Tuesday, February 23, 2010

The Wheels On The White House Bus

Go round and round, right over the public option.  At the wheel is Press Sec himself, Robert Gibbs:
Gibbs said flatly that the White House doesn’t believe there’s enough support in Congress to get it passed.

Asked directly whether the President’s failure to include the public option in his proposal means he views the public option as dead, Gibbs didn’t exactly dispute this interpretation.

“There are some that are supportive of this,” Gibbs said. But he added: “There isn’t enough political support in the majority to get this through.”

“The President took the Senate bill as the base and looks forward to discussing consensus ideas on Thursday,” Gibbs added, presumably meaning that the public option is not a consensus idea.

It’s unclear why Gibbs is deciding in advance that there isn’t enough support to pass this idea. Momentum has been gathering for days. It’s also very likely that it would continue to gain steam if Obama racks up a victory at the summit and Dems press forward with plans to pass reform themselves via reconciliation.

But Gibbs’s statement seems likely, willfully or not, to slow that momentum in advance.

As I noted below, the failure to put the public option in Obama’s proposal doesn’t preclude a reconciliation vote on it later. But Gibbs is flatly declaring it a non-starter right now, before the idea has a chance to gain steam after a successful summit — a declaration that risks being taken by some in Congress as a virtual death sentence.
It's the excuse Dems in the Senate need to bail...and bail they will now.  Anyone else still think Rahmbo's losing his grip on his job?

Not me.  White House just killed the public option for good.  That'll get out the vote in November for sure.

For the Republicans.

1 comment:

Anonymous said...

Good, the public option should be dead for now. We need to attempt to make real changes in the health insurance industry before going to that extreme. The obvious problem with the system is cost and inflation, not the service or quality of care as we are ranked amongst the best.

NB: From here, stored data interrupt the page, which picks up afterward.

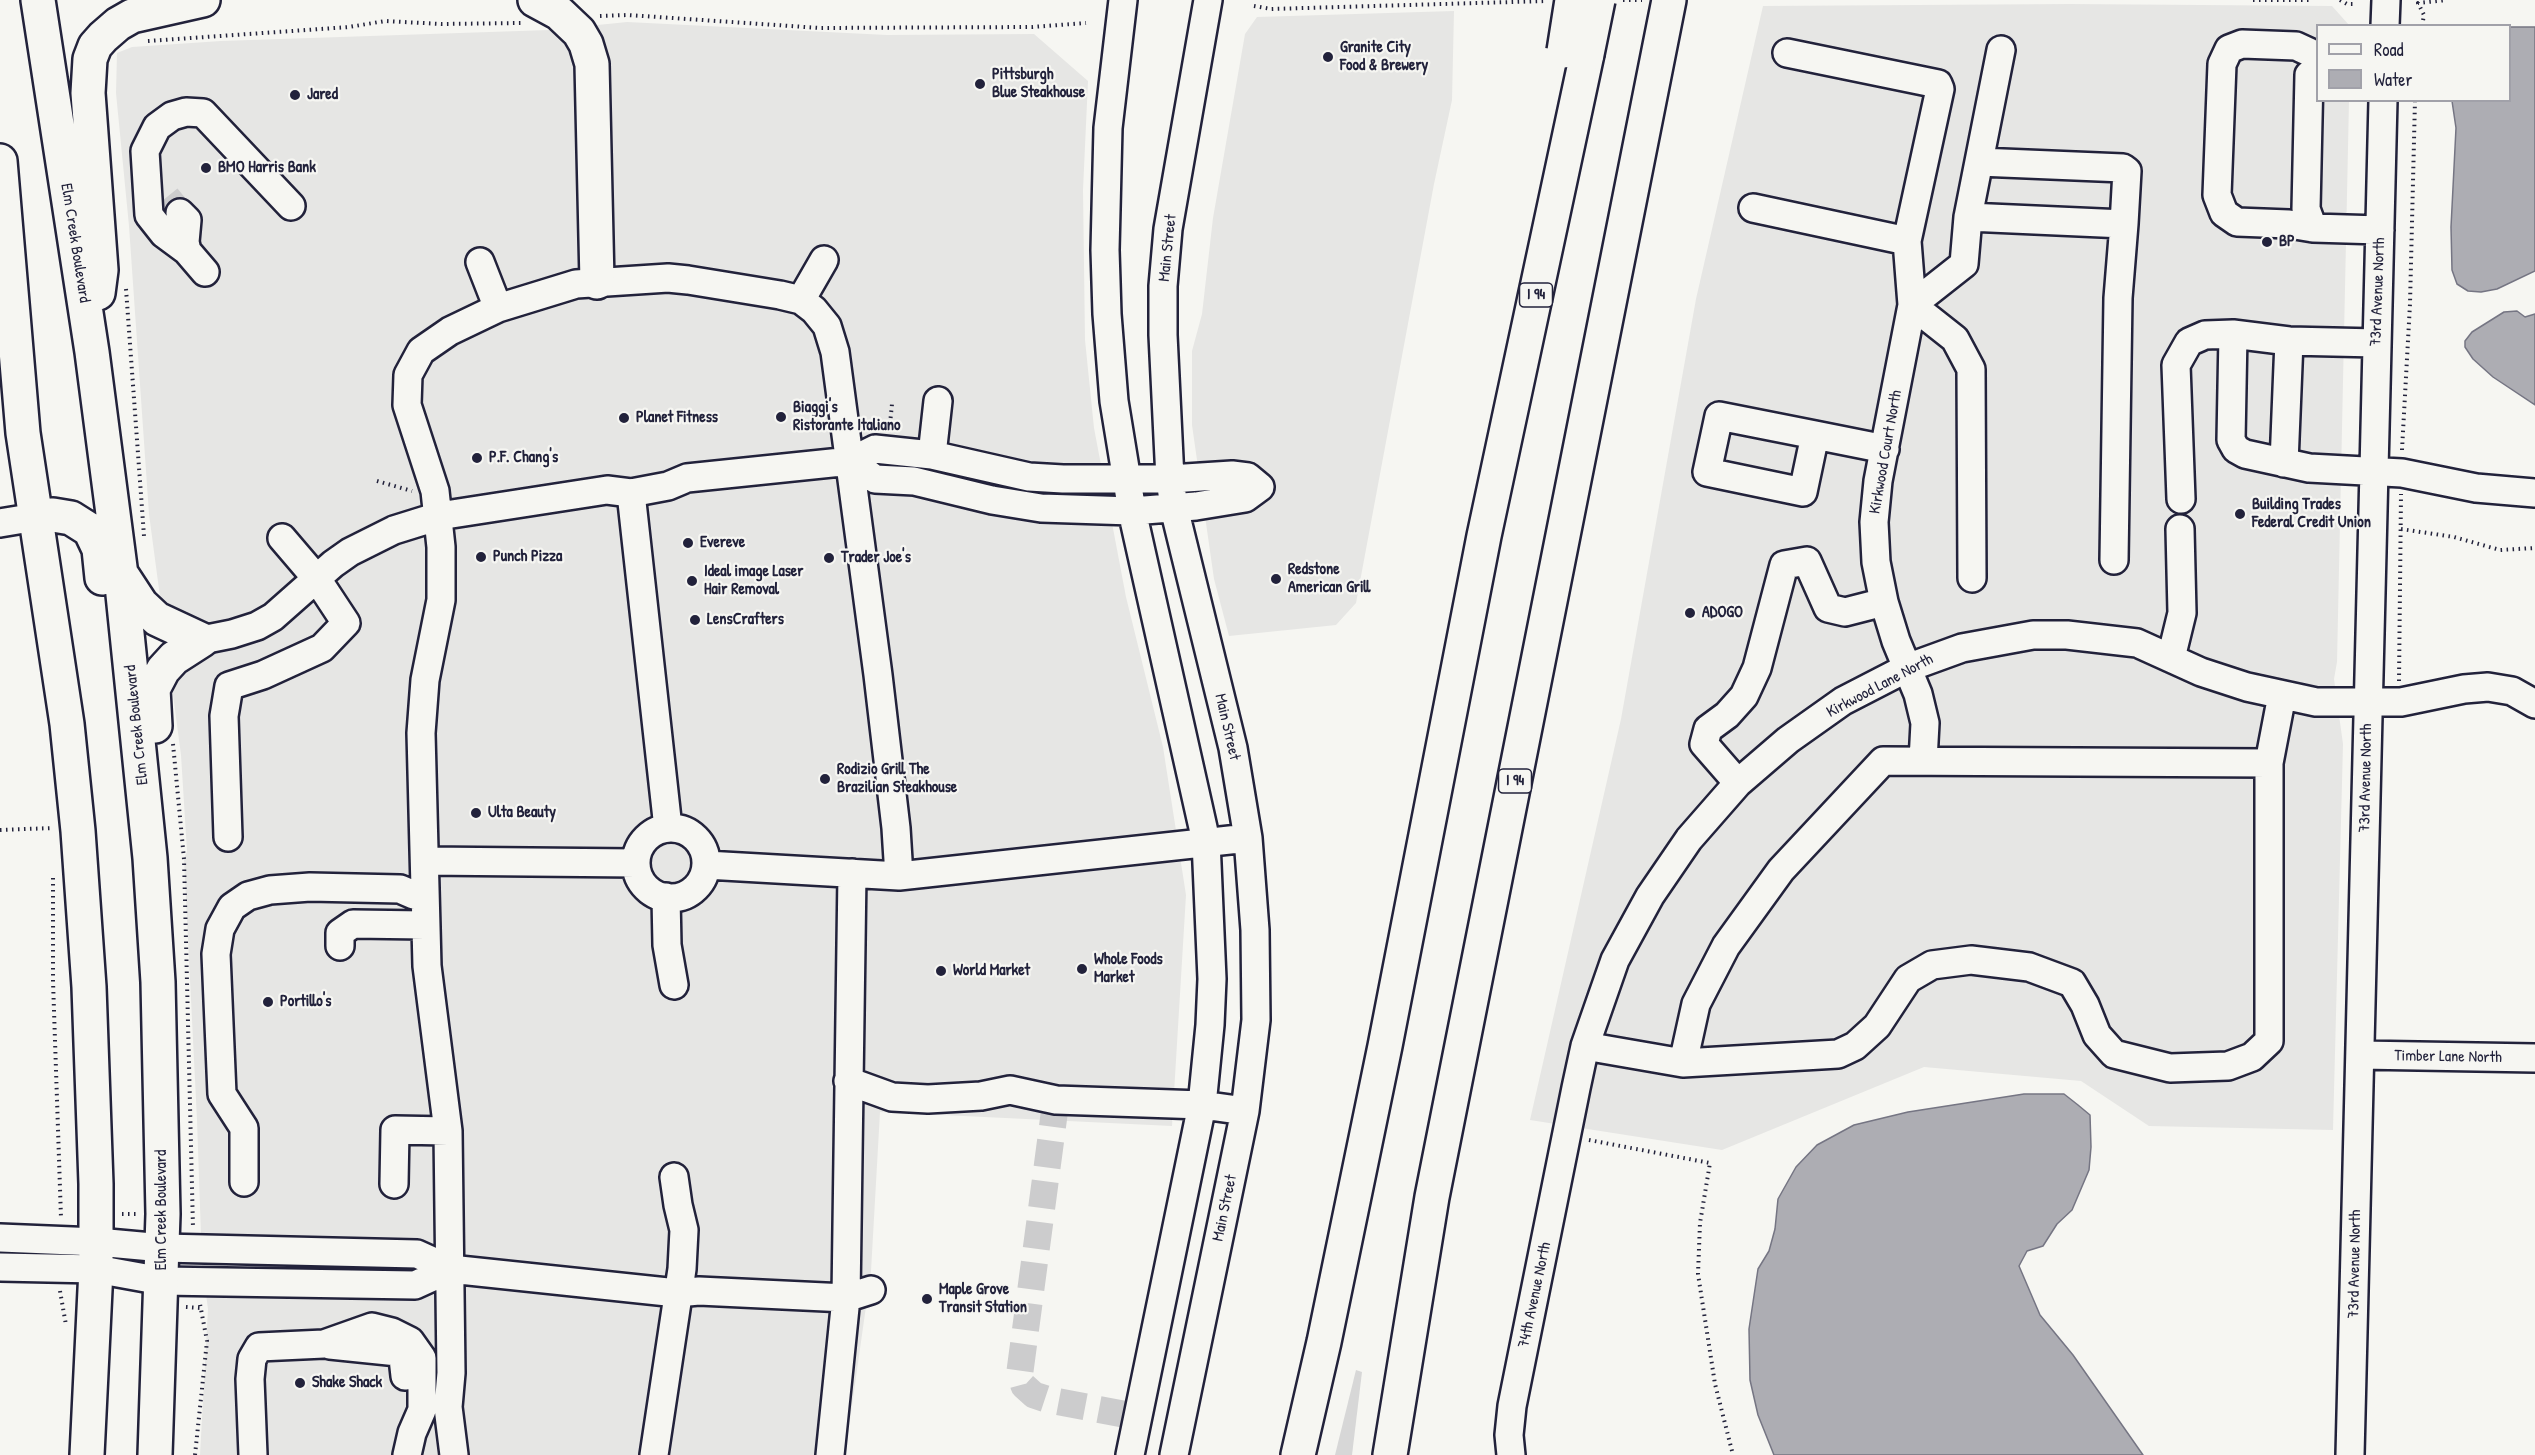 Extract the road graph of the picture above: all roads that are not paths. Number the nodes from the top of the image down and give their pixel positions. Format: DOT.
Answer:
graph roads {
  1 [pos="38,0"];
  2 [pos="203,0"];
  3 [pos="1123,0"];
  4 [pos="1208,0"];
  5 [pos="1572,0"];
  6 [pos="1598,0"];
  7 [pos="1669,0"];
  8 [pos="1691,0"];
  9 [pos="2386,0"];
  10 [pos="533,11"];
  11 [pos="2385,24"];
  12 [pos="1670,44"];
  13 [pos="2001,50"];
  14 [pos="1576,53"];
  15 [pos="1787,53"];
  16 [pos="2316,57"];
  17 [pos="2316,70"];
  18 [pos="2383,102"];
  19 [pos="0,161"];
  20 [pos="1979,162"];
  21 [pos="145,167"];
  22 [pos="291,206"];
  23 [pos="1753,208"];
  24 [pos="1968,217"];
  25 [pos="2124,224"];
  26 [pos="2313,228"];
  27 [pos="2380,230"];
  28 [pos="1907,242"];
  29 [pos="187,250"];
  30 [pos="824,260"];
  31 [pos="480,262"];
  32 [pos="205,272"];
  33 [pos="597,282"];
  34 [pos="0,293"];
  35 [pos="801,300"];
  36 [pos="1912,305"];
  37 [pos="498,308"];
  38 [pos="2226,334"];
  39 [pos="15,337"];
  40 [pos="2289,341"];
  41 [pos="2377,343"];
  42 [pos="92,352"];
  43 [pos="938,402"];
  44 [pos="1815,435"];
  45 [pos="1885,449"];
  46 [pos="932,455"];
  47 [pos="851,461"];
  48 [pos="2284,463"];
  49 [pos="2373,472"];
  50 [pos="1126,478"];
  51 [pos="1170,478"];
  52 [pos="632,493"];
  53 [pos="2535,494"];
  54 [pos="2181,499"];
  55 [pos="1174,508"];
  56 [pos="1132,511"];
  57 [pos="438,516"];
  58 [pos="36,518"];
  59 [pos="0,523"];
  60 [pos="2180,529"];
  61 [pos="282,537"];
  62 [pos="2114,560"];
  63 [pos="121,574"];
  64 [pos="1972,578"];
  65 [pos="317,579"];
  66 [pos="1884,602"];
  67 [pos="202,640"];
  68 [pos="2171,658"];
  69 [pos="1907,668"];
  70 [pos="2282,695"];
  71 [pos="2368,703"];
  72 [pos="2535,704"];
  73 [pos="1923,761"];
  74 [pos="2269,763"];
  75 [pos="1738,783"];
  76 [pos="668,828"];
  77 [pos="148,829"];
  78 [pos="228,837"];
  79 [pos="1248,838"];
  80 [pos="1206,841"];
  81 [pos="424,861"];
  82 [pos="636,863"];
  83 [pos="706,865"];
  84 [pos="852,873"];
  85 [pos="900,876"];
  86 [pos="419,895"];
  87 [pos="666,897"];
  88 [pos="425,925"];
  89 [pos="340,946"];
  90 [pos="674,985"];
  91 [pos="1585,1046"];
  92 [pos="2360,1055"];
  93 [pos="2535,1058"];
  94 [pos="1683,1063"];
  95 [pos="848,1081"];
  96 [pos="1202,1105"];
  97 [pos="1245,1111"];
  98 [pos="448,1131"];
  99 [pos="1576,1138"];
  100 [pos="674,1177"];
  101 [pos="244,1182"];
  102 [pos="394,1184"];
  103 [pos="0,1238"];
  104 [pos="96,1242"];
  105 [pos="163,1248"];
  106 [pos="0,1267"];
  107 [pos="450,1269"];
  108 [pos="162,1281"];
  109 [pos="677,1293"];
  110 [pos="862,1299"];
  111 [pos="1138,1417"];
  112 [pos="1182,1418"];
  113 [pos="409,1444"];
  114 [pos="87,1455"];
  115 [pos="155,1455"];
  116 [pos="253,1455"];
  117 [pos="454,1455"];
  118 [pos="654,1455"];
  119 [pos="830,1455"];
  120 [pos="1130,1455"];
  121 [pos="1174,1455"];
  122 [pos="1298,1455"];
  123 [pos="1390,1455"];
  124 [pos="1511,1455"];
  125 [pos="2350,1455"];
  1 -- 42 [label="main road, Elm Creek Boulevard"];
  2 -- 42 [label="main road"];
  3 -- 50 [label="street"];
  4 -- 51 [label="street, Main Street"];
  5 -- 14 [label="main road, bridge"];
  6 -- 14 [label="main road, I 94, bridge"];
  7 -- 12 [label="main road"];
  8 -- 12 [label="main road"];
  9 -- 11 [label="street"];
  10 -- 33 [label="main road"];
  12 -- 123 [label="main road, I 94"];
  13 -- 20 [label="street"];
  14 -- 122 [label="main road, I 94"];
  15 -- 28 [label="street, Kirkwood Court North"];
  16 -- 26 [label="street"];
  17 -- 26 [label="street"];
  18 -- 27 [label="street, 73rd Avenue North"];
  19 -- 39 [label="main road"];
  20 -- 24 [label="street"];
  20 -- 25 [label="street"];
  21 -- 22 [label="street"];
  21 -- 29 [label="street"];
  21 -- 29 [label="street"];
  23 -- 28 [label="street"];
  24 -- 25 [label="street"];
  24 -- 36 [label="street"];
  25 -- 62 [label="street"];
  26 -- 27 [label="street"];
  27 -- 41 [label="street, 73rd Avenue North"];
  28 -- 36 [label="street, Kirkwood Court North"];
  29 -- 32 [label="street"];
  30 -- 35 [label="street"];
  31 -- 37 [label="street"];
  33 -- 35 [label="street"];
  33 -- 37 [label="street"];
  34 -- 39 [label="main road"];
  35 -- 47 [label="street"];
  36 -- 45 [label="street, Kirkwood Court North"];
  36 -- 64 [label="street"];
  37 -- 57 [label="street"];
  38 -- 40 [label="street"];
  38 -- 48 [label="street"];
  38 -- 54 [label="street"];
  39 -- 58 [label="main road"];
  40 -- 41 [label="street"];
  40 -- 48 [label="street"];
  41 -- 49 [label="street, 73rd Avenue North"];
  42 -- 63 [label="main road, Elm Creek Boulevard"];
  43 -- 46 [label="street"];
  44 -- 45 [label="street"];
  45 -- 66 [label="street, Kirkwood Court North"];
  46 -- 47 [label="street"];
  46 -- 50 [label="street"];
  47 -- 52 [label="street"];
  47 -- 56 [label="street"];
  47 -- 85 [label="street"];
  48 -- 49 [label="street"];
  49 -- 53 [label="street"];
  49 -- 71 [label="street, 73rd Avenue North"];
  50 -- 51 [label="street"];
  50 -- 56 [label="street"];
  51 -- 55 [label="street, Main Street"];
  51 -- 55 [label="street"];
  52 -- 57 [label="street"];
  52 -- 76 [label="street"];
  55 -- 56 [label="street"];
  55 -- 79 [label="street, Main Street"];
  56 -- 80 [label="street"];
  57 -- 65 [label="street"];
  57 -- 81 [label="street"];
  58 -- 59 [label="street"];
  58 -- 77 [label="main road"];
  58 -- 104 [label="main road"];
  60 -- 68 [label="street"];
  61 -- 65 [label="street"];
  63 -- 67 [label="main road"];
  63 -- 77 [label="main road, Elm Creek Boulevard"];
  65 -- 67 [label="street"];
  65 -- 78 [label="street"];
  66 -- 69 [label="street, Kirkwood Court North"];
  66 -- 75 [label="street"];
  67 -- 77 [label="main road"];
  68 -- 69 [label="street, Kirkwood Lane North"];
  68 -- 70 [label="street, Kirkwood Lane North"];
  69 -- 73 [label="street, Kirkwood Court North"];
  69 -- 75 [label="street, Kirkwood Lane North"];
  70 -- 71 [label="street, Kirkwood Lane North"];
  70 -- 74 [label="street"];
  71 -- 72 [label="street, Kirkwood Lane North"];
  71 -- 92 [label="street, 73rd Avenue North"];
  73 -- 74 [label="street"];
  73 -- 94 [label="street"];
  74 -- 94 [label="street"];
  75 -- 91 [label="street, Kirkwood Lane North"];
  76 -- 82 [label="street"];
  76 -- 83 [label="street"];
  77 -- 105 [label="main road, Elm Creek Boulevard"];
  79 -- 80 [label="street"];
  79 -- 97 [label="street, Main Street"];
  80 -- 85 [label="street"];
  80 -- 96 [label="street"];
  81 -- 82 [label="street"];
  81 -- 86 [label="street"];
  82 -- 87 [label="street"];
  83 -- 84 [label="street"];
  83 -- 87 [label="street"];
  84 -- 85 [label="street"];
  84 -- 95 [label="street"];
  86 -- 88 [label="street"];
  86 -- 101 [label="street"];
  87 -- 90 [label="street"];
  88 -- 89 [label="street"];
  88 -- 98 [label="street"];
  91 -- 94 [label="street"];
  91 -- 99 [label="street, Kirkwood Lane North"];
  92 -- 93 [label="street, Timber Lane North"];
  92 -- 125 [label="street, 73rd Avenue North"];
  95 -- 96 [label="street"];
  95 -- 110 [label="street"];
  96 -- 97 [label="street"];
  96 -- 111 [label="street"];
  97 -- 112 [label="street, Main Street"];
  98 -- 102 [label="street"];
  98 -- 107 [label="street"];
  99 -- 124 [label="street, 74th Avenue North"];
  100 -- 109 [label="street"];
  103 -- 104 [label="street"];
  104 -- 105 [label="street"];
  104 -- 106 [label="street"];
  104 -- 108 [label="street"];
  104 -- 114 [label="main road"];
  105 -- 107 [label="street"];
  105 -- 108 [label="main road, Elm Creek Boulevard"];
  107 -- 108 [label="street"];
  107 -- 109 [label="street"];
  107 -- 117 [label="street"];
  108 -- 115 [label="main road, Elm Creek Boulevard"];
  109 -- 110 [label="street"];
  109 -- 118 [label="street"];
  110 -- 119 [label="street"];
  111 -- 112 [label="street"];
  111 -- 120 [label="street"];
  112 -- 121 [label="street, Main Street"];
  113 -- 116 [label="street"];
}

http://www.patientpowernow.org/2008/06/06/united-states-health-care-ranking-who/

So if the problem is that the house isn't staying heated do you knock it down and rebuild? If you're a government spending tax payer dollars like teenage girl with a credit card you do. For someone living within their means they would look into insulation, caulking windows and in an extreme case replacing the furnace. Don't destroy the system that is the envy of the world. Make changes, small changes and evaluate. Extreme change will have the worst backlash.